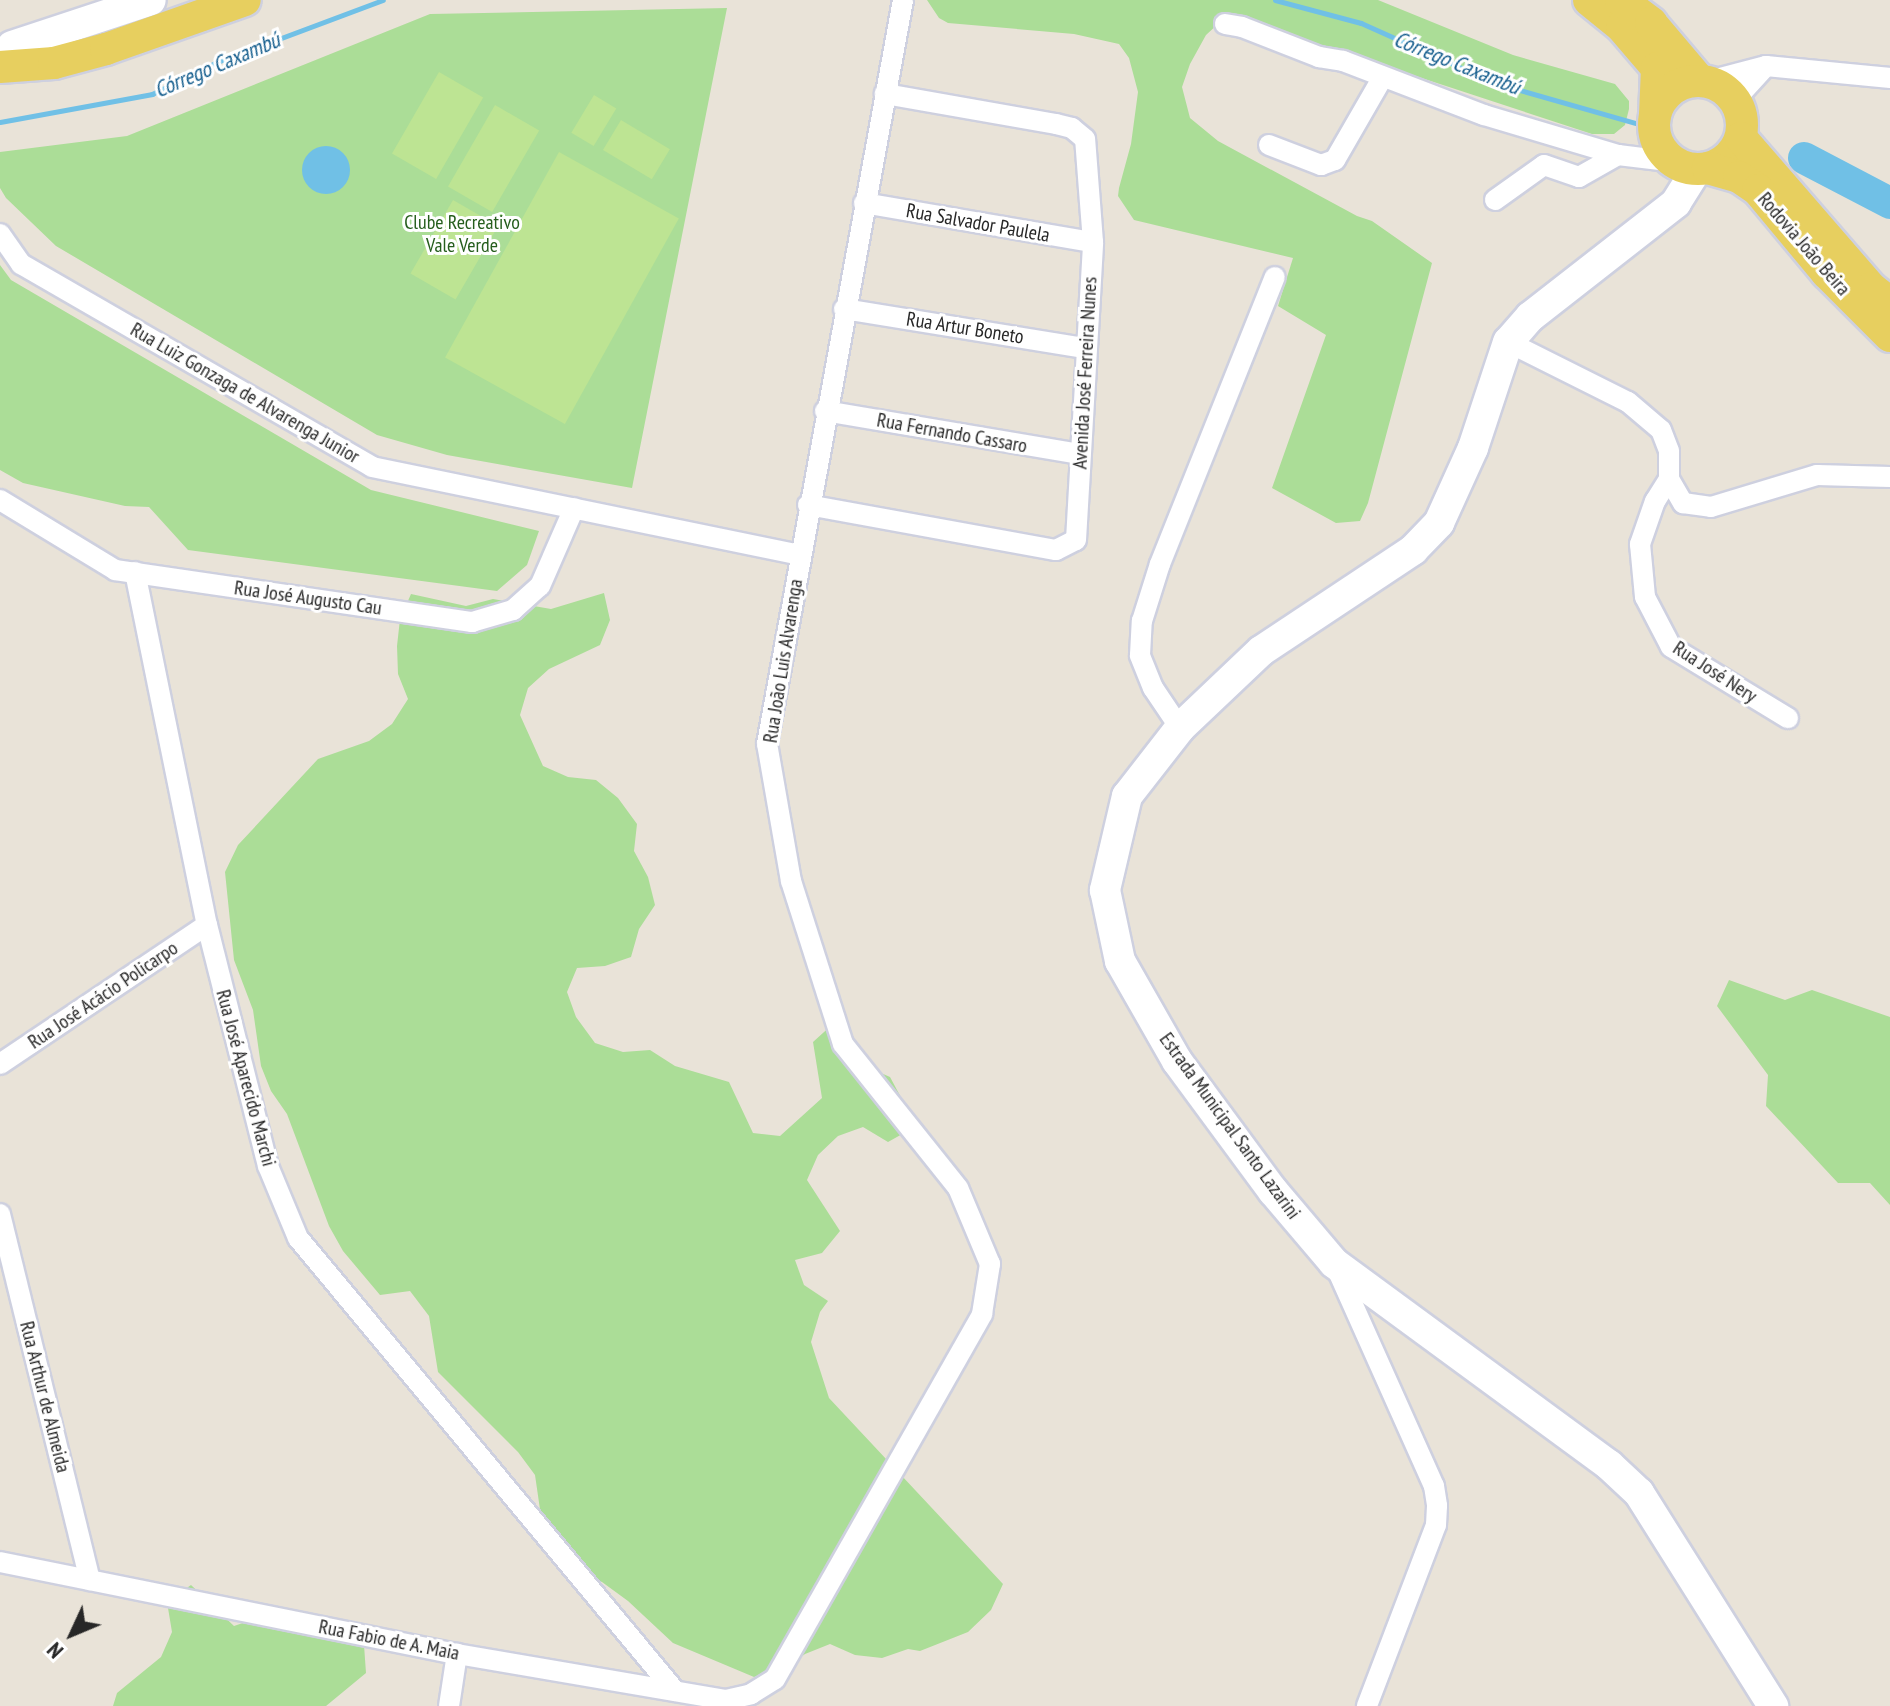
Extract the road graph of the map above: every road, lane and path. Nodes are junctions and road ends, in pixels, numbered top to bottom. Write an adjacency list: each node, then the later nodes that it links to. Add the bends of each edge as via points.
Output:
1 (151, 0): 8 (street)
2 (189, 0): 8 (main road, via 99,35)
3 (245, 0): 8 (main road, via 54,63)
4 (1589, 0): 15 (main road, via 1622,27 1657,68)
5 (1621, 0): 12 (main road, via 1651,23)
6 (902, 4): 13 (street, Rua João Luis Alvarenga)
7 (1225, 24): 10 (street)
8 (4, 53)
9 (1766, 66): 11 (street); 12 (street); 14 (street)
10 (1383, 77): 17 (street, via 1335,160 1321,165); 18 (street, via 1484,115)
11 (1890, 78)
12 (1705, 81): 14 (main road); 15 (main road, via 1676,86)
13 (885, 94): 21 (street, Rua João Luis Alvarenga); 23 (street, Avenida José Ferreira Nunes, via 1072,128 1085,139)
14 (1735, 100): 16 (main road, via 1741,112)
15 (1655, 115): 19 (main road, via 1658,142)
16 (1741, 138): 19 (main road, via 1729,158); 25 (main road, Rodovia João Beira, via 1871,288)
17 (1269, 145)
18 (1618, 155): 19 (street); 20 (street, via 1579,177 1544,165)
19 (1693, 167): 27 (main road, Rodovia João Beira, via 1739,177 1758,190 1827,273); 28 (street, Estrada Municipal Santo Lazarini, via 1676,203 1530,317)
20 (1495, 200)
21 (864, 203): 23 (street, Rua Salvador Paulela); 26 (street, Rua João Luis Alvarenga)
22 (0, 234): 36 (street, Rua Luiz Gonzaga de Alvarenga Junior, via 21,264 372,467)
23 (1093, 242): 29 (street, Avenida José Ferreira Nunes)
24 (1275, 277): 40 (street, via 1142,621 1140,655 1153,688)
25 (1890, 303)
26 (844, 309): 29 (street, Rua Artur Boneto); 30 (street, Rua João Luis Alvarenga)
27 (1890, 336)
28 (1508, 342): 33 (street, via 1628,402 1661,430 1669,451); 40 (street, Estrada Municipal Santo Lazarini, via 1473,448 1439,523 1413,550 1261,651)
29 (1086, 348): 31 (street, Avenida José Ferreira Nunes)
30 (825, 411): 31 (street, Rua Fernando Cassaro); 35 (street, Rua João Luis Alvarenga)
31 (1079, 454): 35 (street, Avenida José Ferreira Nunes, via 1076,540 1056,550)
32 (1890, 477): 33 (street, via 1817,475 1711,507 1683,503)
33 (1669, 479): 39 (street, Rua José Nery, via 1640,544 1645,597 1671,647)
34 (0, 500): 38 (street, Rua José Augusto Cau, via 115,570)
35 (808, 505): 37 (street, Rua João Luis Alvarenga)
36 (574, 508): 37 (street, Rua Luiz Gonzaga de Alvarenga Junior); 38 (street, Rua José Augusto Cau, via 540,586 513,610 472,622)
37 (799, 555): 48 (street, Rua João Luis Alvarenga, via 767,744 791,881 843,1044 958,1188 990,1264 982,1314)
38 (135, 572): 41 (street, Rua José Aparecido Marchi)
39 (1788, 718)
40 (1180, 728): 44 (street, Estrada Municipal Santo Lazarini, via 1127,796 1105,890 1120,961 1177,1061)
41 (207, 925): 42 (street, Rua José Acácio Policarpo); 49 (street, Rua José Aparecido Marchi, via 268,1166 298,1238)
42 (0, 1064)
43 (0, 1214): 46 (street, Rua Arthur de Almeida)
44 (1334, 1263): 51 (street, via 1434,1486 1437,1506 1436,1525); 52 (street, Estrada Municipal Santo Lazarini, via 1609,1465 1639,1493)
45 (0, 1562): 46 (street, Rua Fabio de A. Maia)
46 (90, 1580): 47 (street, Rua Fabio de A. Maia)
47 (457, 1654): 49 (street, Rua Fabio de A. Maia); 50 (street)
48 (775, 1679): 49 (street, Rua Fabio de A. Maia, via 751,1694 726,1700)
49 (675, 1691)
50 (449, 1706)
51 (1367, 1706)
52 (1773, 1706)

═══

• Exercise requirements
Write out the whole listing exactly. Do not include the pictures.

• Response to the exercise
Extract the road graph of the map above: every road, lane and path. Nodes are junctions and road ends, in pixels, numbered top to bottom. Write an adjacency list: each node, then the later nodes that it links to. Add the bends of each edge as via points.
Output:
1 (151, 0): 8 (street)
2 (189, 0): 8 (main road, via 99,35)
3 (245, 0): 8 (main road, via 54,63)
4 (1589, 0): 15 (main road, via 1622,27 1657,68)
5 (1621, 0): 12 (main road, via 1651,23)
6 (902, 4): 13 (street, Rua João Luis Alvarenga)
7 (1225, 24): 10 (street)
8 (4, 53)
9 (1766, 66): 11 (street); 12 (street); 14 (street)
10 (1383, 77): 17 (street, via 1335,160 1321,165); 18 (street, via 1484,115)
11 (1890, 78)
12 (1705, 81): 14 (main road); 15 (main road, via 1676,86)
13 (885, 94): 21 (street, Rua João Luis Alvarenga); 23 (street, Avenida José Ferreira Nunes, via 1072,128 1085,139)
14 (1735, 100): 16 (main road, via 1741,112)
15 (1655, 115): 19 (main road, via 1658,142)
16 (1741, 138): 19 (main road, via 1729,158); 25 (main road, Rodovia João Beira, via 1871,288)
17 (1269, 145)
18 (1618, 155): 19 (street); 20 (street, via 1579,177 1544,165)
19 (1693, 167): 27 (main road, Rodovia João Beira, via 1739,177 1758,190 1827,273); 28 (street, Estrada Municipal Santo Lazarini, via 1676,203 1530,317)
20 (1495, 200)
21 (864, 203): 23 (street, Rua Salvador Paulela); 26 (street, Rua João Luis Alvarenga)
22 (0, 234): 36 (street, Rua Luiz Gonzaga de Alvarenga Junior, via 21,264 372,467)
23 (1093, 242): 29 (street, Avenida José Ferreira Nunes)
24 (1275, 277): 40 (street, via 1142,621 1140,655 1153,688)
25 (1890, 303)
26 (844, 309): 29 (street, Rua Artur Boneto); 30 (street, Rua João Luis Alvarenga)
27 (1890, 336)
28 (1508, 342): 33 (street, via 1628,402 1661,430 1669,451); 40 (street, Estrada Municipal Santo Lazarini, via 1473,448 1439,523 1413,550 1261,651)
29 (1086, 348): 31 (street, Avenida José Ferreira Nunes)
30 (825, 411): 31 (street, Rua Fernando Cassaro); 35 (street, Rua João Luis Alvarenga)
31 (1079, 454): 35 (street, Avenida José Ferreira Nunes, via 1076,540 1056,550)
32 (1890, 477): 33 (street, via 1817,475 1711,507 1683,503)
33 (1669, 479): 39 (street, Rua José Nery, via 1640,544 1645,597 1671,647)
34 (0, 500): 38 (street, Rua José Augusto Cau, via 115,570)
35 (808, 505): 37 (street, Rua João Luis Alvarenga)
36 (574, 508): 37 (street, Rua Luiz Gonzaga de Alvarenga Junior); 38 (street, Rua José Augusto Cau, via 540,586 513,610 472,622)
37 (799, 555): 48 (street, Rua João Luis Alvarenga, via 767,744 791,881 843,1044 958,1188 990,1264 982,1314)
38 (135, 572): 41 (street, Rua José Aparecido Marchi)
39 (1788, 718)
40 (1180, 728): 44 (street, Estrada Municipal Santo Lazarini, via 1127,796 1105,890 1120,961 1177,1061)
41 (207, 925): 42 (street, Rua José Acácio Policarpo); 49 (street, Rua José Aparecido Marchi, via 268,1166 298,1238)
42 (0, 1064)
43 (0, 1214): 46 (street, Rua Arthur de Almeida)
44 (1334, 1263): 51 (street, via 1434,1486 1437,1506 1436,1525); 52 (street, Estrada Municipal Santo Lazarini, via 1609,1465 1639,1493)
45 (0, 1562): 46 (street, Rua Fabio de A. Maia)
46 (90, 1580): 47 (street, Rua Fabio de A. Maia)
47 (457, 1654): 49 (street, Rua Fabio de A. Maia); 50 (street)
48 (775, 1679): 49 (street, Rua Fabio de A. Maia, via 751,1694 726,1700)
49 (675, 1691)
50 (449, 1706)
51 (1367, 1706)
52 (1773, 1706)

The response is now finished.